--- Quote Start ---
The processor manual for that chip advertises 3 cycles for floating point multiply-accumulate, which it looks like your inner kernel requires two of them and at 250MHz is considerable power.
If you are actually realizing performance significantly worse than that, then your question becomes an STM32 tools / optimization discussion not appropriate for this forum although many people here may be knowledgeable about it.
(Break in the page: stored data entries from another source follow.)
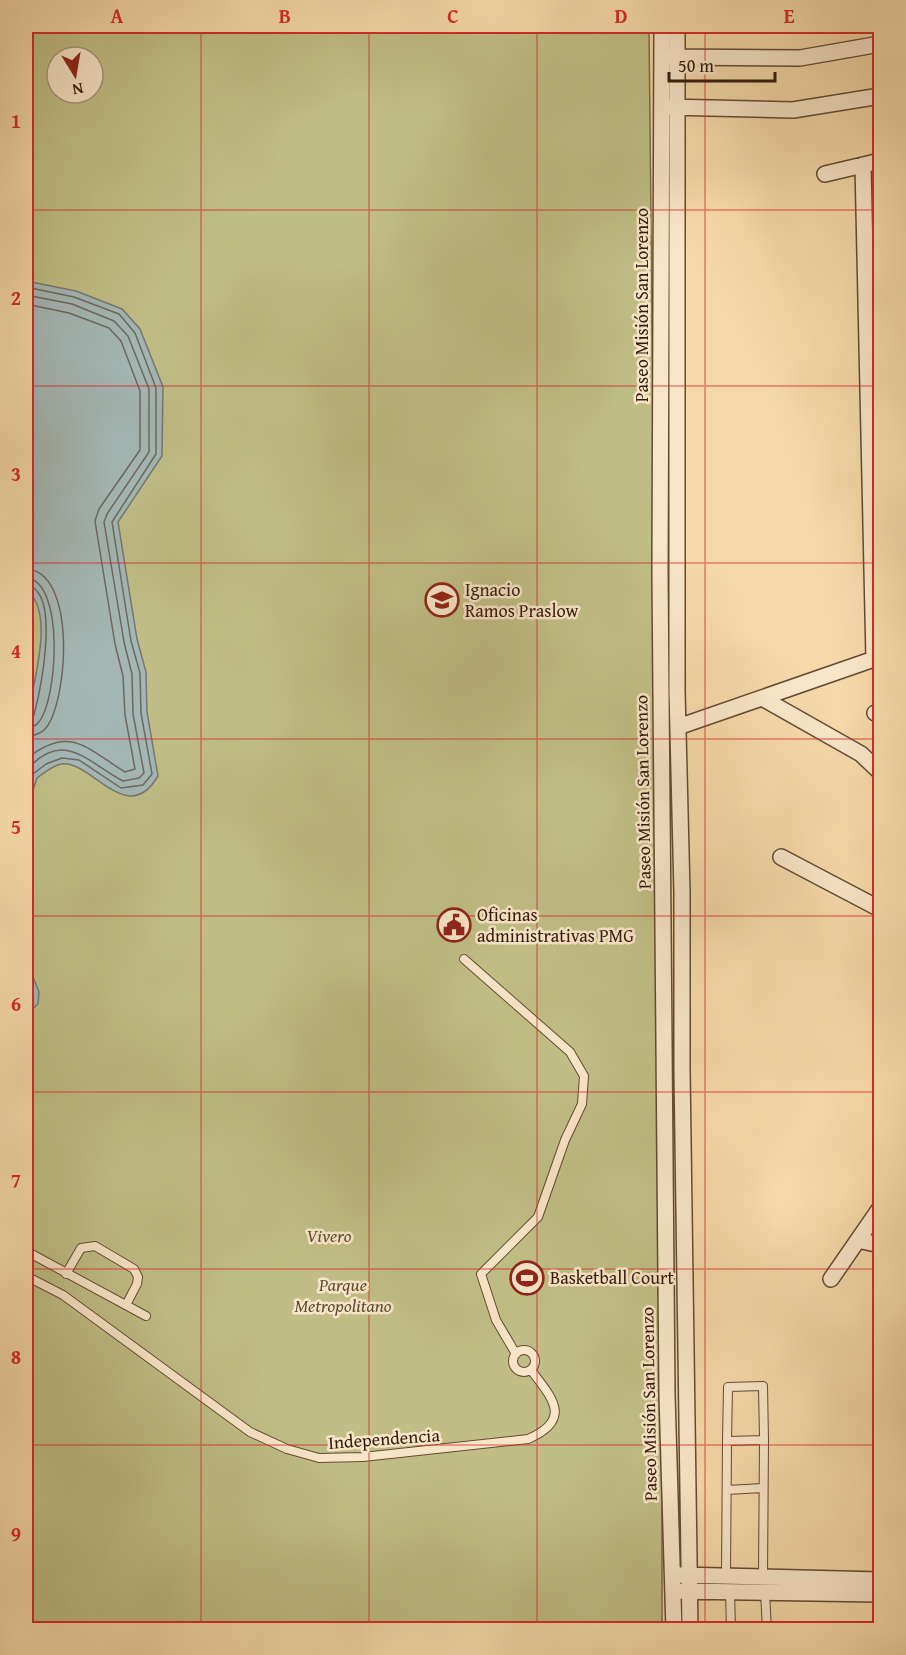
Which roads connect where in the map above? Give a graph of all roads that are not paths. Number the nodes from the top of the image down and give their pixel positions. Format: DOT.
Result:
graph roads {
  1 [pos="662,26"];
  2 [pos="677,26"];
  3 [pos="880,44"];
  4 [pos="670,57"];
  5 [pos="880,96"];
  6 [pos="670,107"];
  7 [pos="880,161"];
  8 [pos="863,165"];
  9 [pos="825,174"];
  10 [pos="874,399"];
  11 [pos="876,603"];
  12 [pos="762,698"];
  13 [pos="678,727"];
  14 [pos="880,772"];
  15 [pos="781,856"];
  16 [pos="880,909"];
  17 [pos="464,959"];
  18 [pos="880,1208"];
  19 [pos="858,1240"];
  20 [pos="880,1245"];
  21 [pos="26,1251"];
  22 [pos="66,1274"];
  23 [pos="26,1276"];
  24 [pos="831,1279"];
  25 [pos="126,1305"];
  26 [pos="146,1316"];
  27 [pos="516,1354"];
  28 [pos="531,1370"];
  29 [pos="764,1440"];
  30 [pos="727,1441"];
  31 [pos="763,1488"];
  32 [pos="727,1490"];
  33 [pos="689,1574"];
  34 [pos="673,1575"];
  35 [pos="726,1575"];
  36 [pos="880,1580"];
  37 [pos="764,1584"];
  38 [pos="682,1591"];
  39 [pos="730,1591"];
  40 [pos="880,1594"];
  41 [pos="674,1629"];
  42 [pos="690,1629"];
  43 [pos="731,1629"];
  44 [pos="767,1629"];
  1 -- 4 [label="street, Paseo Misión San Lorenzo"];
  2 -- 4 [label="street, Paseo Misión San Lorenzo"];
  3 -- 4 [label="street"];
  4 -- 6 [label="street, Paseo Misión San Lorenzo"];
  5 -- 6 [label="street"];
  6 -- 13 [label="street, Paseo Misión San Lorenzo"];
  6 -- 34 [label="street, Paseo Misión San Lorenzo"];
  7 -- 8 [label="street"];
  8 -- 9 [label="street"];
  8 -- 10 [label="street"];
  10 -- 11 [label="street"];
  11 -- 12 [label="street"];
  12 -- 13 [label="street"];
  12 -- 14 [label="street"];
  13 -- 33 [label="street, Paseo Misión San Lorenzo"];
  15 -- 16 [label="street"];
  17 -- 27 [label="lane"];
  18 -- 19 [label="street"];
  19 -- 20 [label="street"];
  19 -- 24 [label="street"];
  21 -- 22 [label="lane"];
  22 -- 25 [label="lane"];
  22 -- 25 [label="lane"];
  23 -- 28 [label="lane, Independencia"];
  25 -- 26 [label="lane"];
  27 -- 28 [label="lane"];
  27 -- 28 [label="lane"];
  29 -- 30 [label="lane"];
  29 -- 30 [label="lane"];
  29 -- 31 [label="lane"];
  30 -- 32 [label="lane"];
  31 -- 32 [label="lane"];
  31 -- 37 [label="lane"];
  32 -- 35 [label="lane"];
  33 -- 34 [label="street"];
  33 -- 35 [label="street"];
  33 -- 38 [label="street, Paseo Misión San Lorenzo"];
  34 -- 38 [label="street, Paseo Misión San Lorenzo"];
  35 -- 37 [label="street"];
  36 -- 37 [label="street"];
  37 -- 39 [label="street"];
  37 -- 40 [label="street"];
  37 -- 44 [label="lane"];
  38 -- 39 [label="street"];
  38 -- 41 [label="street, Paseo Misión San Lorenzo"];
  38 -- 42 [label="street, Paseo Misión San Lorenzo"];
  39 -- 43 [label="lane"];
}
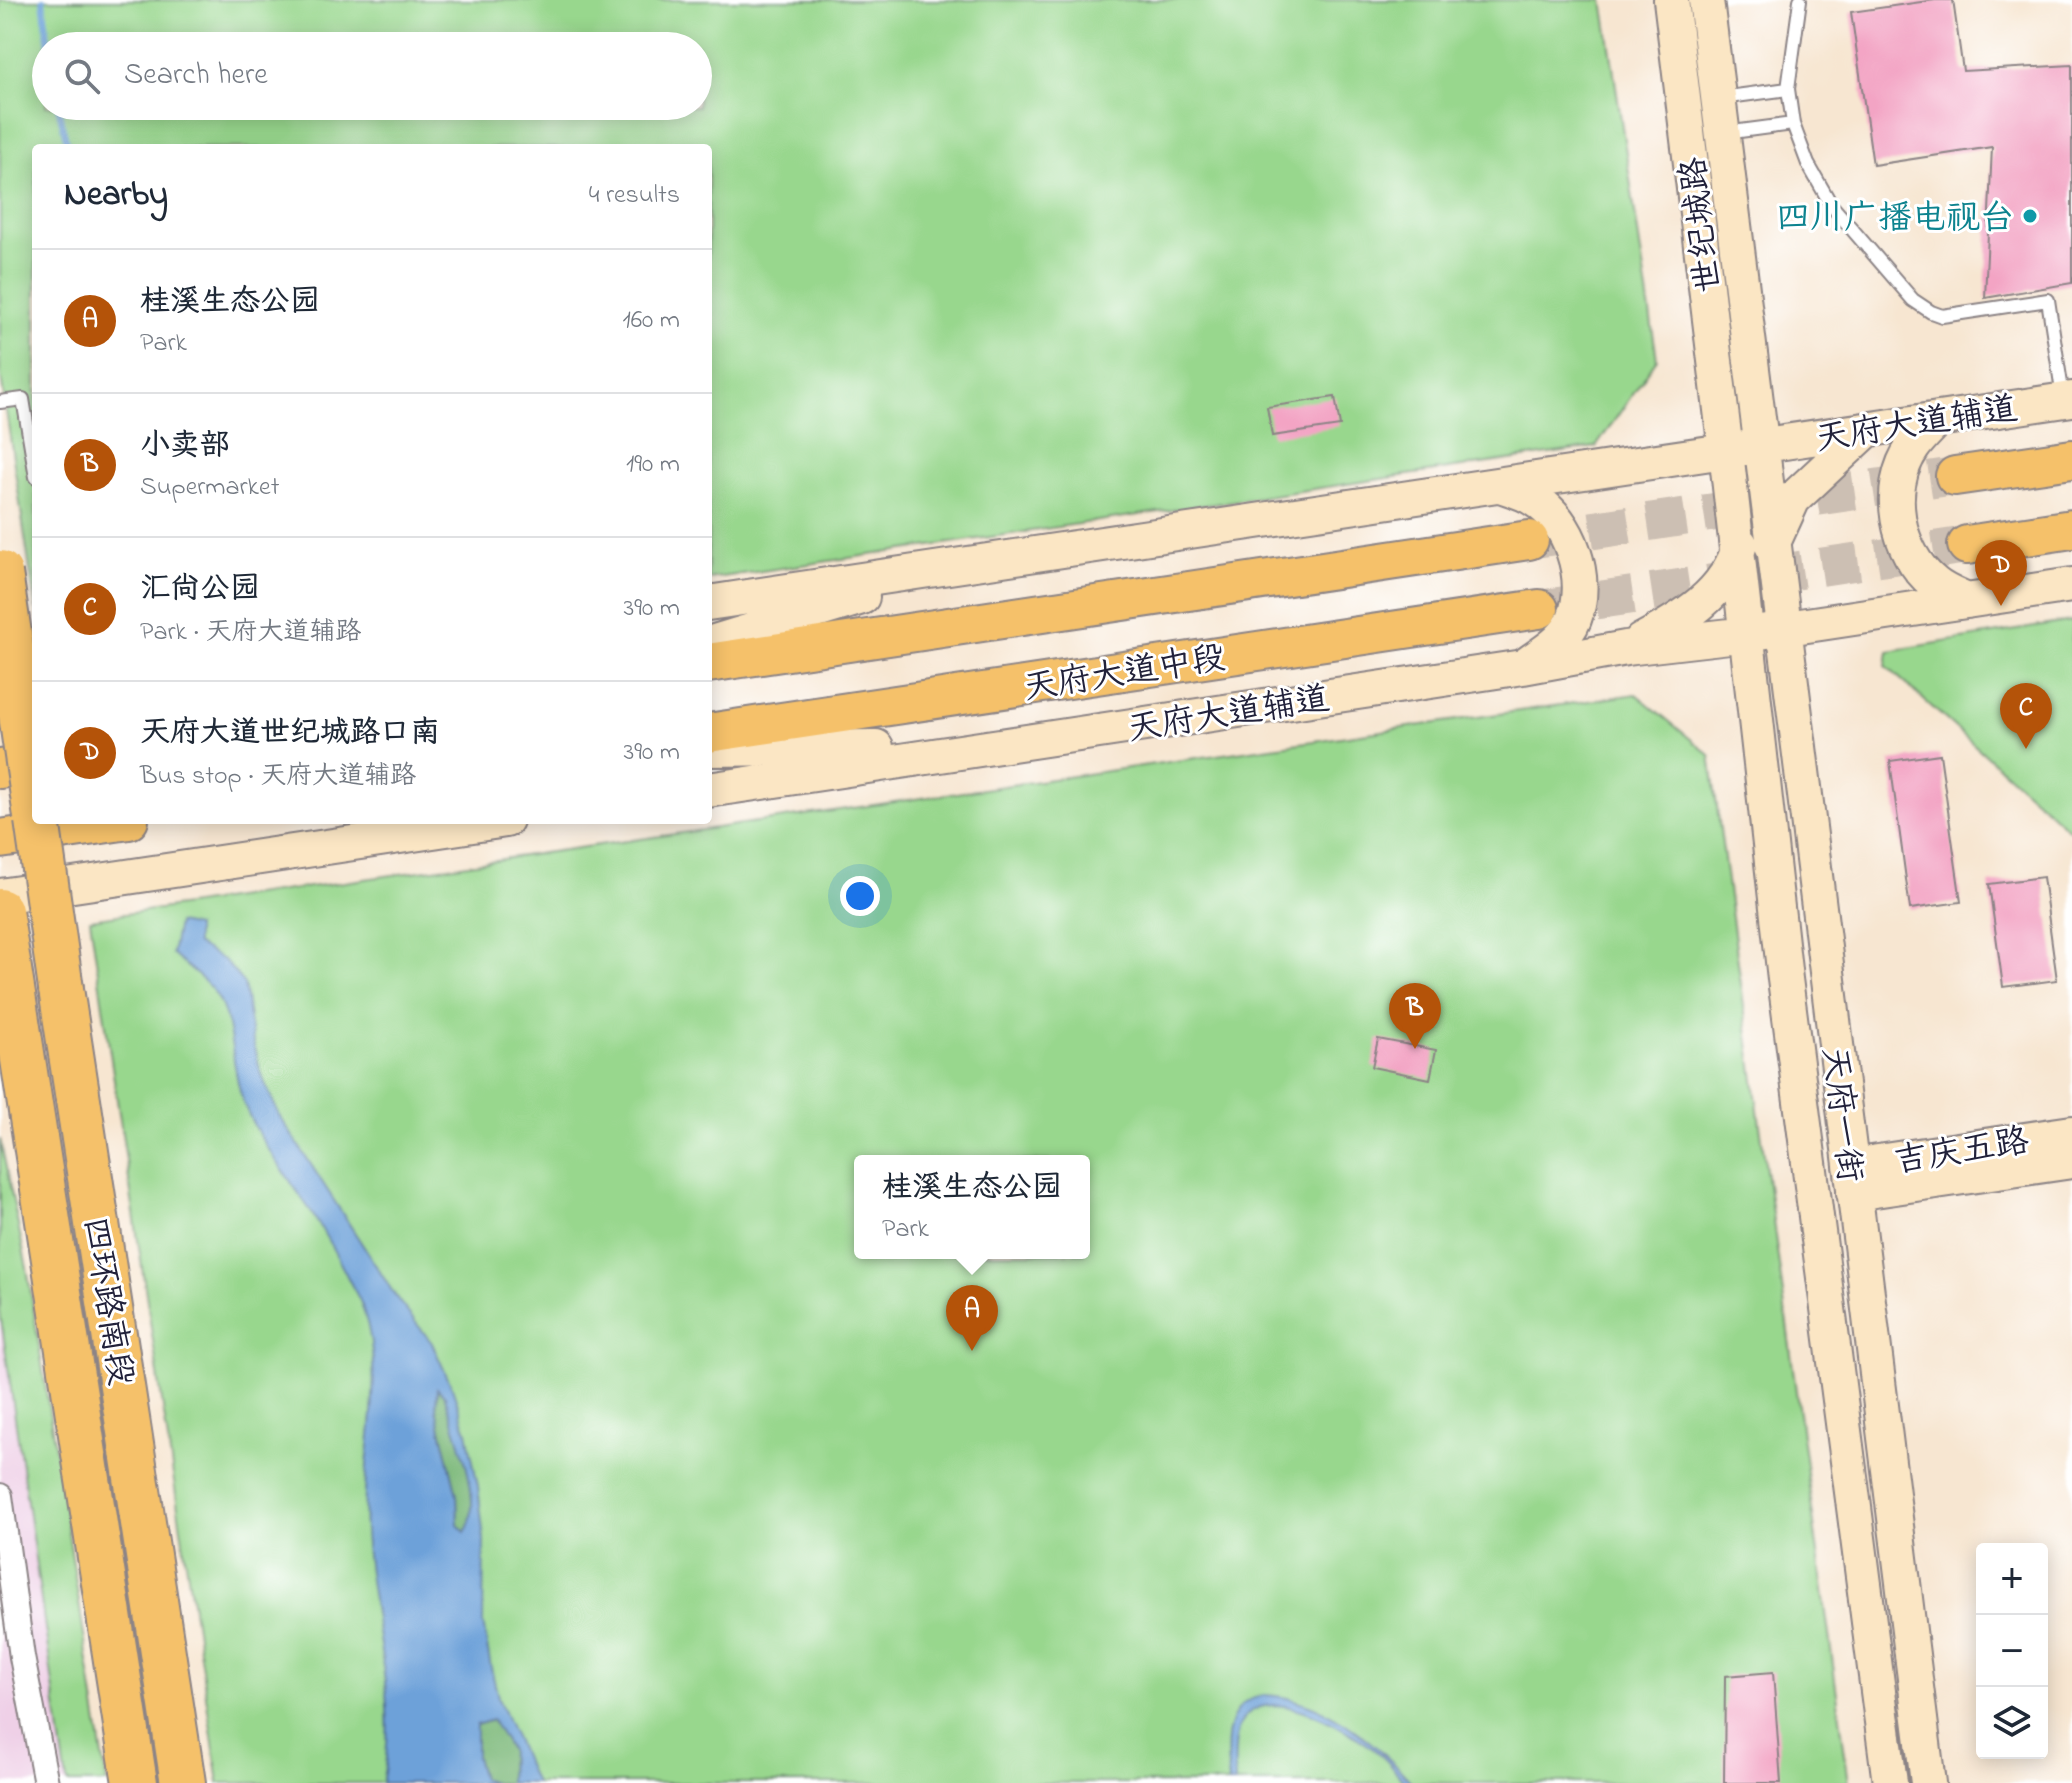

If you are certain you have already maxed out the chip and definitely require a co-processor in an FPGA, then you will need to say some more about your proposed system architecture and requirements.
--- Quote End ---
Memory to memory FMAC is more than good for my task, problem with timings, i need to check flags, clk state and so on, this is slow, and kills performance.
Idea is simple.
Processor will generate start pulse (50ns long),
fpga will start detector with same pulse, wait 7 delay cycles (pipelined adc), and after that will multiply adc value to corresponding floating point constant, and addup together.taht would generate Real and imag part of that exact frequency.
so c code would look like this
while(i<128)
{
while(GPIOC->IDR < 32766);//is fifo empty?
CLK_LOW;
CLK_HIGH;
k=GPIOB->IDR;//adc value from fifo
real+=k*cosinusas
;
imag-=k*sinusas;
i++;
}
after that, i would print real and imag to 2x32b ports, and do complex math with STM32F4, or maybe it is possible to get phase value from this ?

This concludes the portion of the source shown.